Sondakh Paparkan Prioritas Pembangunan Bitung di Musrenbang Provinsi

Walikota Bitung (tengah memegang mikrofon).

Optimalisasi akses masyarakat kepada fasilitas kesehatan yang berkualitas, penanggulangan kemiskinan dan pengangguran, peningkatan pertumbuhan ekonomi melalui penciptaan iklim investasi dan kesempatan berusaha yang baik serta pengembangan pelabuhan Bitung dan fasilitas pendukung lainnya sehingga dapat menjadi pintu gerbang Indonesia di kawasan Asia Pasifik, percepatan pembangunan infrastruktur dan prasarana jalan dan pemukiman adalah beberapa prioritas pembangunan di Kota Bitung pada tahun 2013. Demikian presentasi Walikota Bitung Hanny Sondakh saat memaparkan prioritas pembangunan Kota Bitung untuk tahun 2013 pada acara Musyawarah Perencanaan Pembangunan (Musrenbang) tingkat Provinsi SULUT yang dilaksanakan di Hotel Sintesa Peninsula Senin 26 Maret 2012.

Ditambahkan Sondakh, ada 3 arah kebijakan yakni mewujudkan kawasan industri terpadu Tanjung Merah Kota Bitung menjadi KEK, mensinergikan konektivitas pembangunan ekonomi Kota Bitung dengan program-program yang sesuai pada master plan percepatan dan perluasan pembangunan ekonomi Indonesia (MP3EI) 2011–2025 dalam koridor IV yaitu di Pulau Sulawesi, peningkatan kesejahteraan masyarakat melalui upaya-upaya pengembangan koperasi, membuka lapangan kerja, penerapan UMP dan memberi peluang masuknya investor dengan berbagai kemudahan serta pemberian bantuan terarah kepada golongan masyarakat miskin.

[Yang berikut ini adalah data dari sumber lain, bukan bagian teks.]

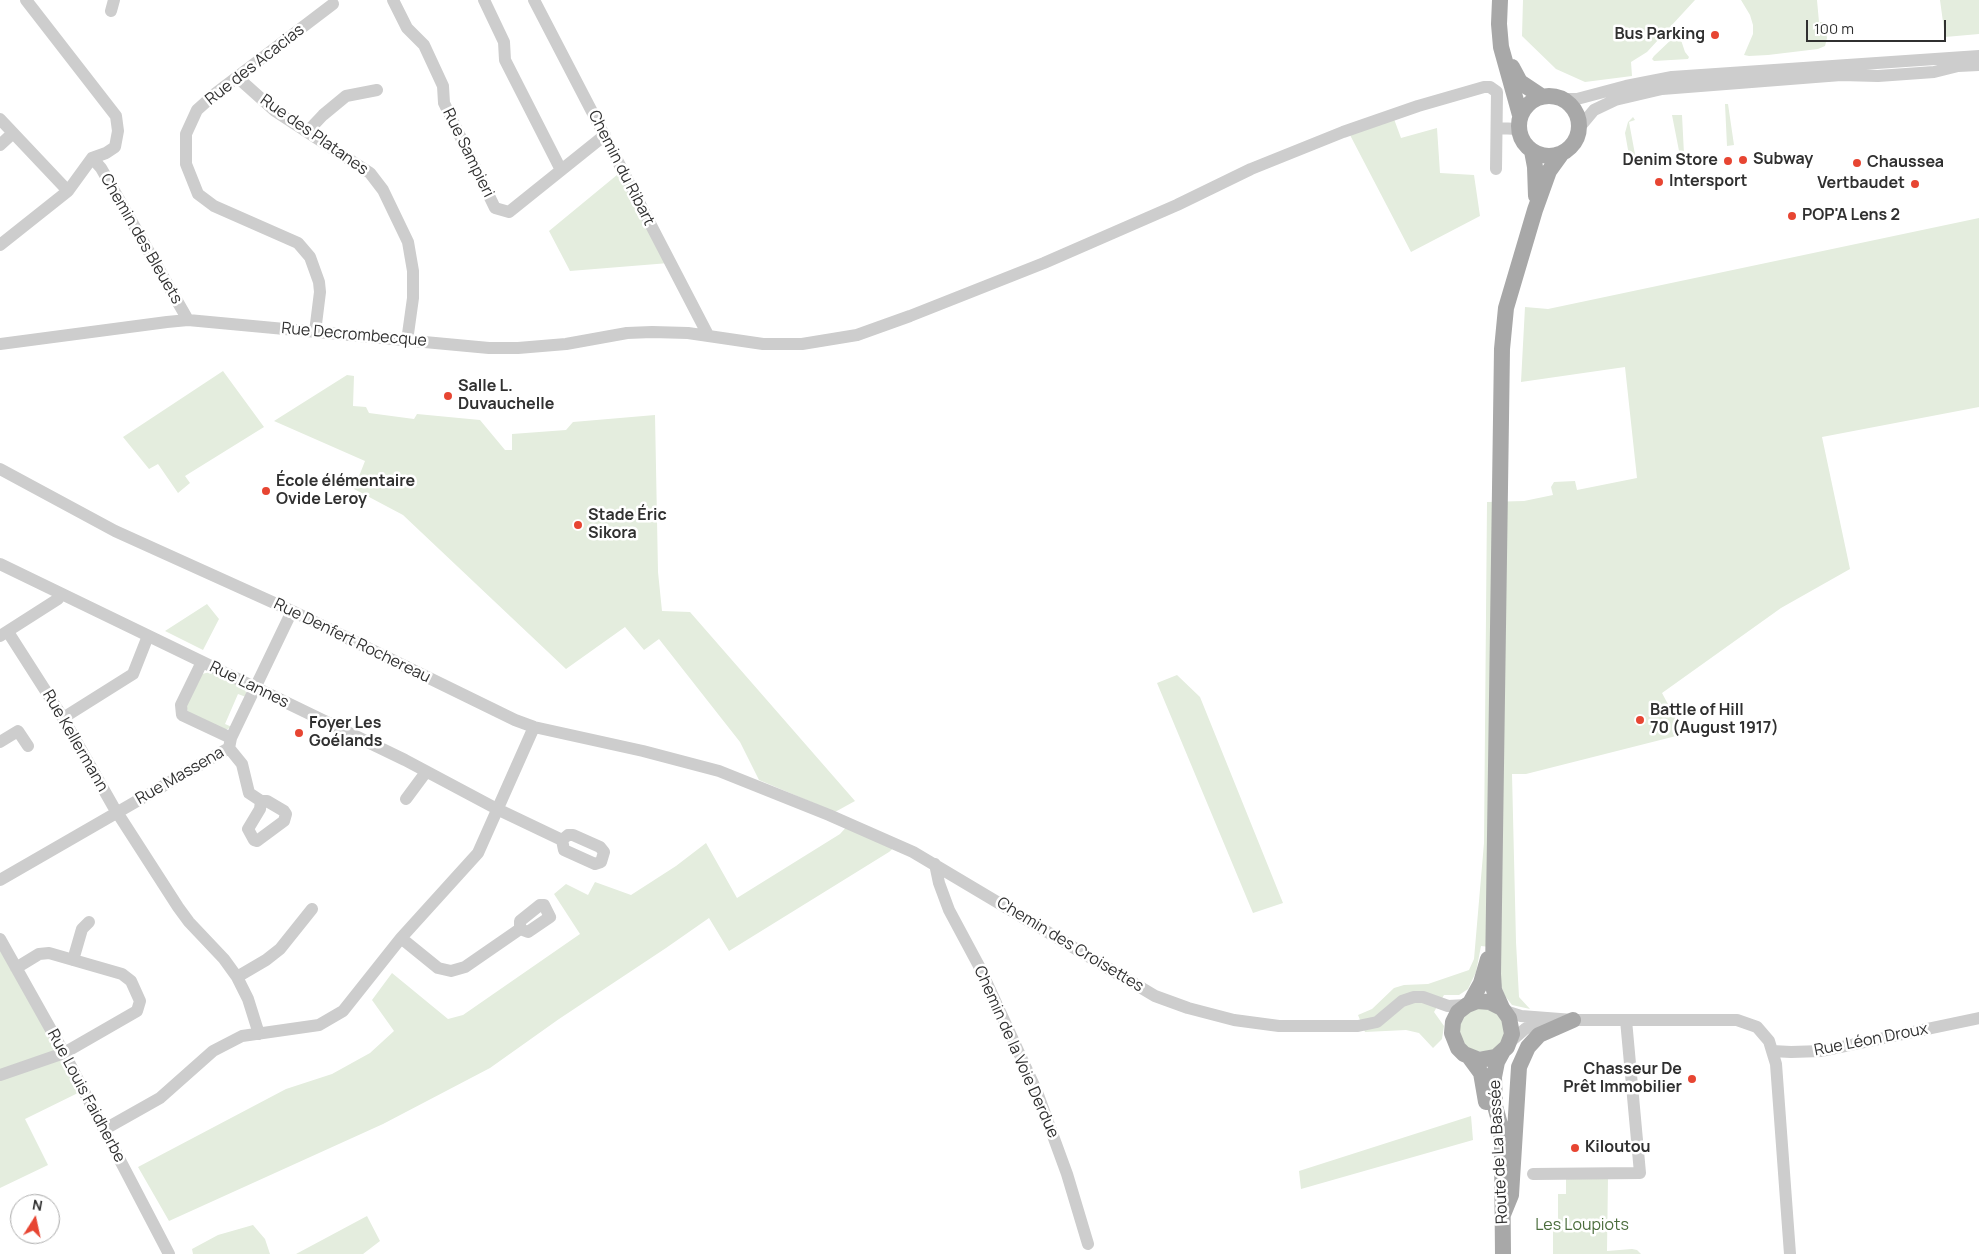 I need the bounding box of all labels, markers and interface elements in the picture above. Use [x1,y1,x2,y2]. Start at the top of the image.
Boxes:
scale bar [1809,10,1949,42]
text: 100 m [1814,18,1854,39]
street label: Rue des Acacias [202,20,308,110]
place label: Bus Parking [1614,25,1705,45]
marker: Bus Parking [1709,29,1721,41]
street label: Rue des Platanes [256,91,372,179]
street label: Rue Sampieri [438,105,498,201]
street label: Chemin du Ribart [584,107,658,229]
place label: Subway [1753,150,1813,170]
place label: Denim Store [1623,151,1718,171]
place label: Chaussea [1867,153,1944,173]
marker: Subway [1737,154,1749,166]
marker: Denim Store [1722,155,1734,167]
marker: Chaussea [1851,157,1863,169]
street label: Chemin des Bleuets [96,171,186,307]
place label: Intersport [1669,172,1747,192]
place label: Vertbaudet [1817,174,1905,194]
marker: Intersport [1653,176,1665,188]
marker: Vertbaudet [1909,178,1921,190]
place label: POP'A Lens 2 [1802,206,1900,226]
marker: POP'A Lens 2 [1786,210,1798,222]
street label: Rue Decrombecque [281,319,427,351]
place label: Salle L. Duvauchelle [458,377,554,415]
marker: Salle L. Duvauchelle [442,390,454,402]
place label: École élémentaire Ovide Leroy [276,472,415,510]
marker: École élémentaire Ovide Leroy [260,485,272,497]
place label: Stade Éric Sikora [588,506,667,544]
marker: Stade Éric Sikora [572,519,584,531]
street label: Rue Denfert Rochereau [270,595,434,687]
street label: Rue Lannes [206,658,292,712]
street label: Rue Kellermann [38,687,112,795]
place label: Battle of Hill 70 (August 1917) [1650,701,1779,739]
place label: Foyer Les Goélands [309,714,382,752]
marker: Battle of Hill 70 (August 1917) [1634,714,1646,726]
marker: Foyer Les Goélands [293,727,305,739]
street label: Rue Massena [132,743,228,809]
street label: Chemin des Croisettes [993,893,1147,997]
street label: Chemin de la Voie Derdue [969,963,1063,1141]
street label: Rue Léon Droux [1812,1020,1930,1060]
street label: Rue Louis Faidherbe [43,1026,129,1166]
place label: Chasseur De Prêt Immobilier [1563,1060,1682,1098]
marker: Chasseur De Prêt Immobilier [1686,1073,1698,1085]
street label: Route de La Bassée [1486,1080,1512,1224]
place label: Kiloutou [1585,1138,1651,1158]
marker: Kiloutou [1569,1142,1581,1154]
north arrow [10,1194,60,1244]
text: N [31,1194,44,1215]
park label: Les Loupiots [1535,1216,1629,1236]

"Ada 5 isu strategis dalam program pembangunan Kota Bitung yaitu, pencapaian Milenium Development Goals, KEK Bitung, Jalan Tol Manado-Bitung, infrastruktur jalan lingkar Pulau Lembeh dan optimalisasi pengelolaan sektor pariwisata", kata Sondakh.

Musrenbang tingkat Provinsi ini dibuka oleh Gubernur SULUT Dr. SH Sarundajang dan dihadiri oleh Saut Situmorang sebagai Staf Ahli Mendagri RI Bidang Pembangunan dan Kemasyarakatan yang mewakili Mendagri, Max H. Pohan sebagai Deputi Bidang Pengembangan Regional dan Otonomi Daerah yang mewakili Menteri PPN/Kepala Bappenas dan Stefan Koeberle sebagai Kepala Perwakilan Bank Dunia Indonesia. Sedangkan Walikota Hanny Sondakh hadir didampingi Asisten Bidang Pemerintahan Fabian Kaloh SIP MSi dan Kepala Bappeda Ir. James Rompas MSi.